Screw BP! Make Your Own Fuel Instead
Kenji Fuse
The talk will begin by mixing a litre of used vegetable oil with an alcohol- based catalyst in a pop bottle, and the audience will then witness the reaction — separation of the biodiesel phase from the glycerin phase.
The talk will discuss the Island Biodiesel co-op’s mixed benefits: activity as a legitimate ‘business’, providing income for local co-op members, while serving as a form of environmental and community activism by reducing greenhouse gas emissions, keeping energy dollars in the local economy, and keeping those same dollars from going to the petroleum industry.

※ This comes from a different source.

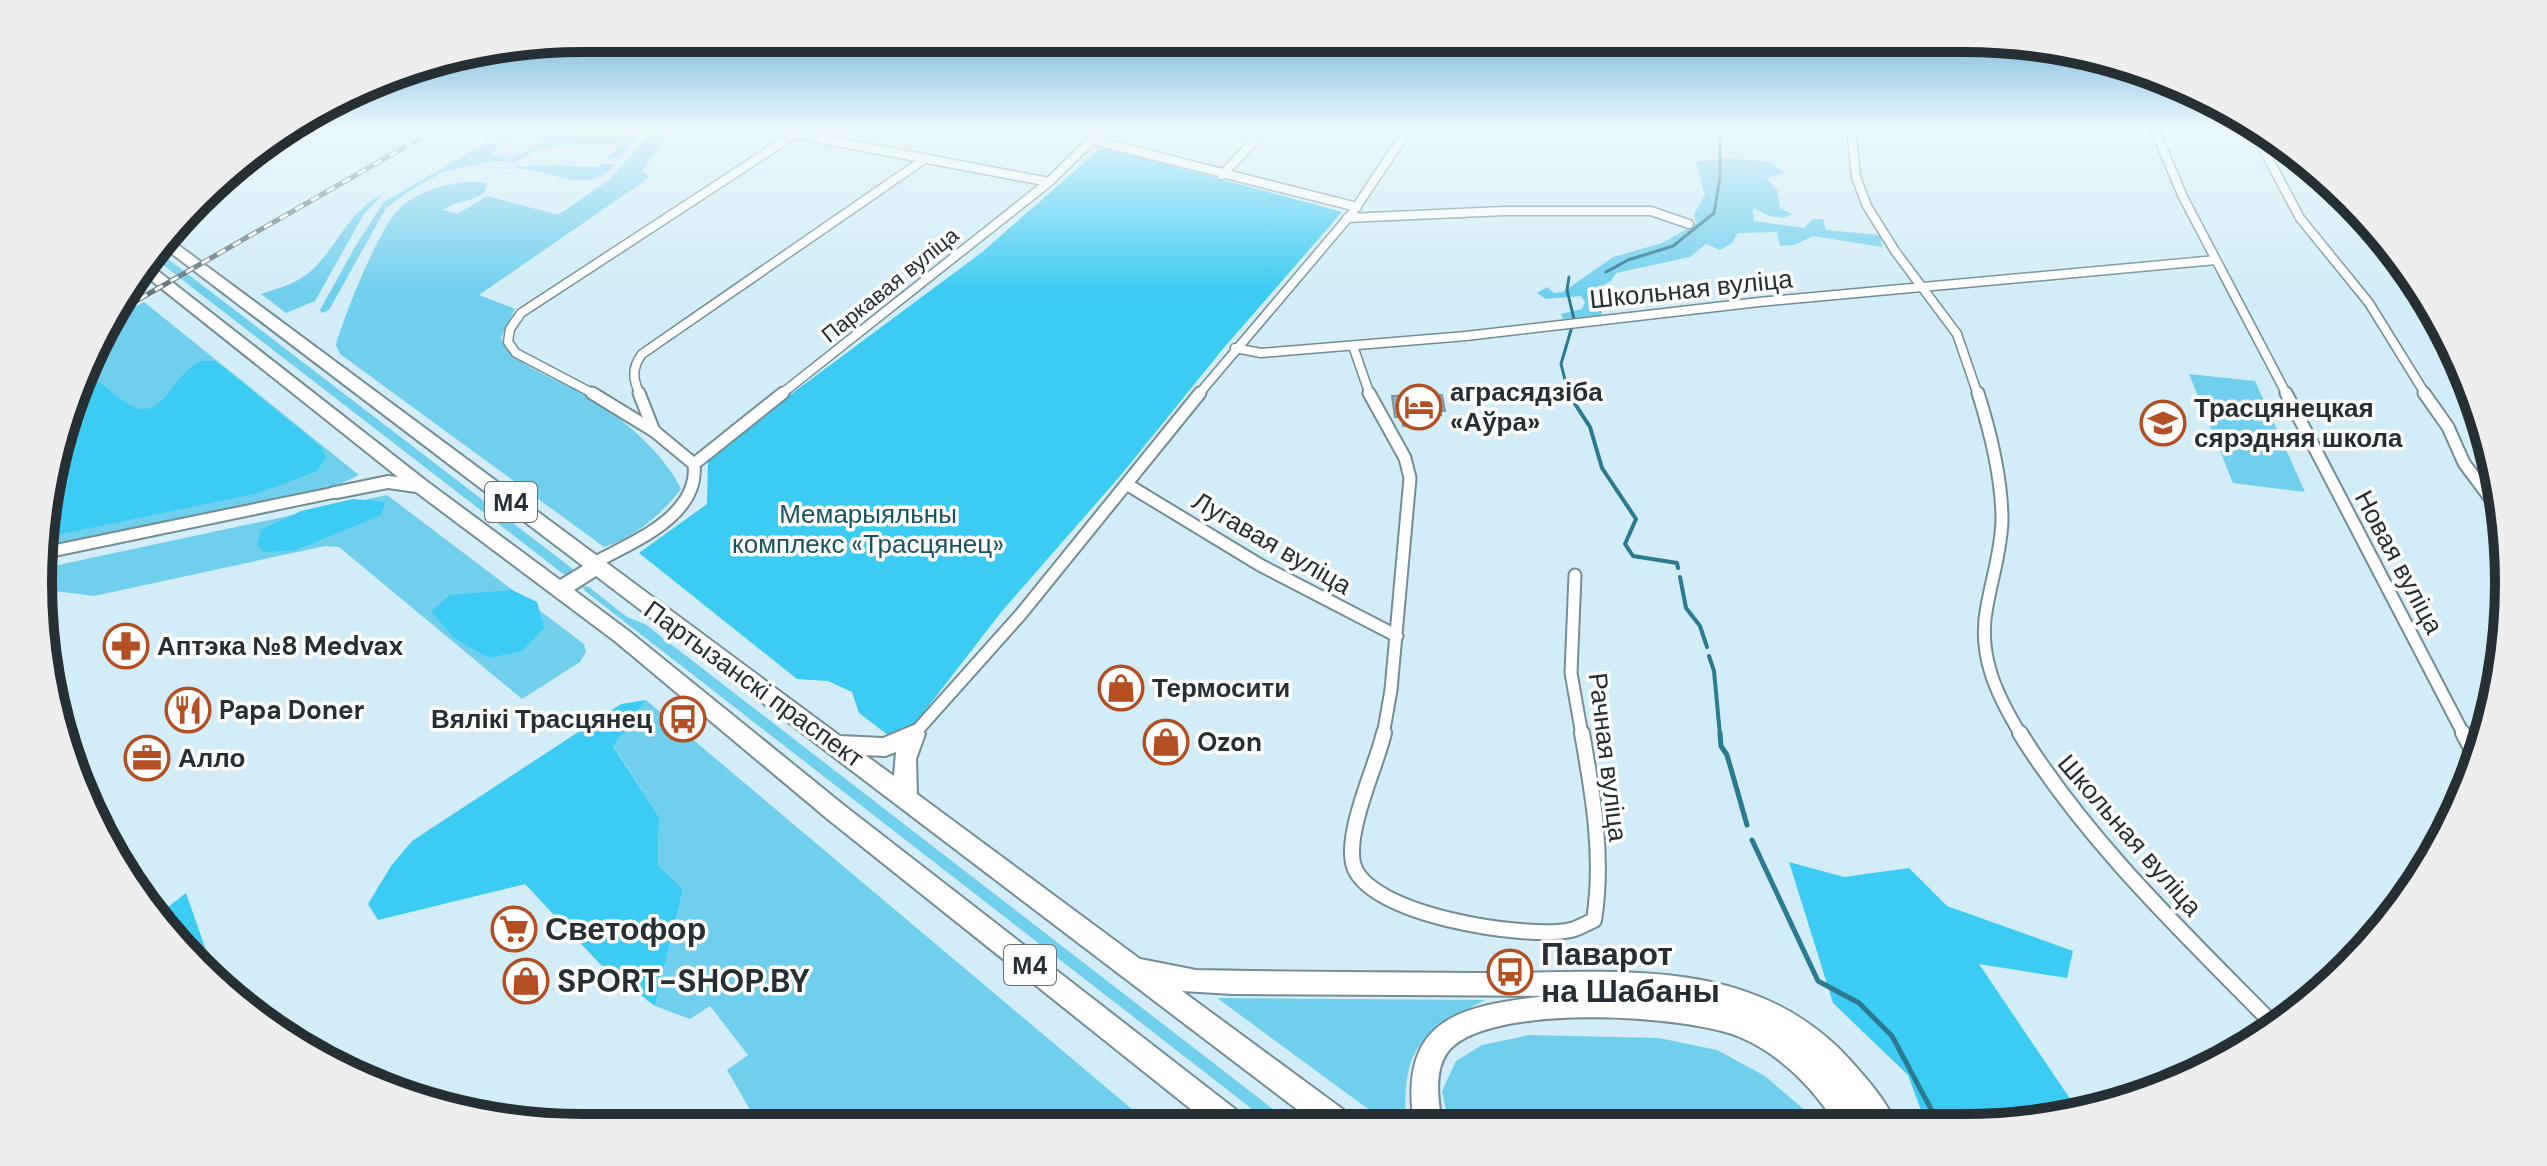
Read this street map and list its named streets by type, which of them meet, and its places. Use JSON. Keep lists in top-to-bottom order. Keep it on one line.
{"streets":{"highway":["М4","Партызанскі праспект"],"street":["Паркавая вуліца","Школьная вуліца","Лугавая вуліца","Новая вуліца","Рачная вуліца"]},"crossings":[["Лугавая вуліца","Рачная вуліца"]],"parks":["Мемарыяльны комплекс «Трасцянец»"],"places":{"hotel":["аграсядзіба «Аўра»"],"school or university":["Трасцянецкая сярэдняя школа"],"pharmacy":["Аптэка №8 Medvax"],"shop":["Термосити","Ozon","SPORT-SHOP.BY"],"restaurant":["Papa Doner"],"bus stop":["Вялікі Трасцянец","Паварот на Шабаны"],"office":["Алло"],"supermarket":["Светофор"]}}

The talk will also describe the lessons learnt by the speaker, including: the future is dirty, not clean, and we better learn to start cleaning up our messes (from fuel waste, to agriculural waste, to our own excrement); the current hostility facing the renewable energy sector in BC, especially in regards to increasingly hidden subsidies to the petroleum industry, the questionable environmental benefits of new Hydro initiatives, the desire to overturn the ban on drilling and oil tanker traffic; and the ongoing relinquishment of commitments to renewables.
In particular, the current new carbon tax makes the fossil carbon in biodiesel taxed over 17 times higher than in petro-diesel. Finally, the talk will conclude with a desciption of the skills required for the new job opportunities which will unfold over the next century — not engineers or consultants, but composters, cleaners, recyclers, janitors and salvagers.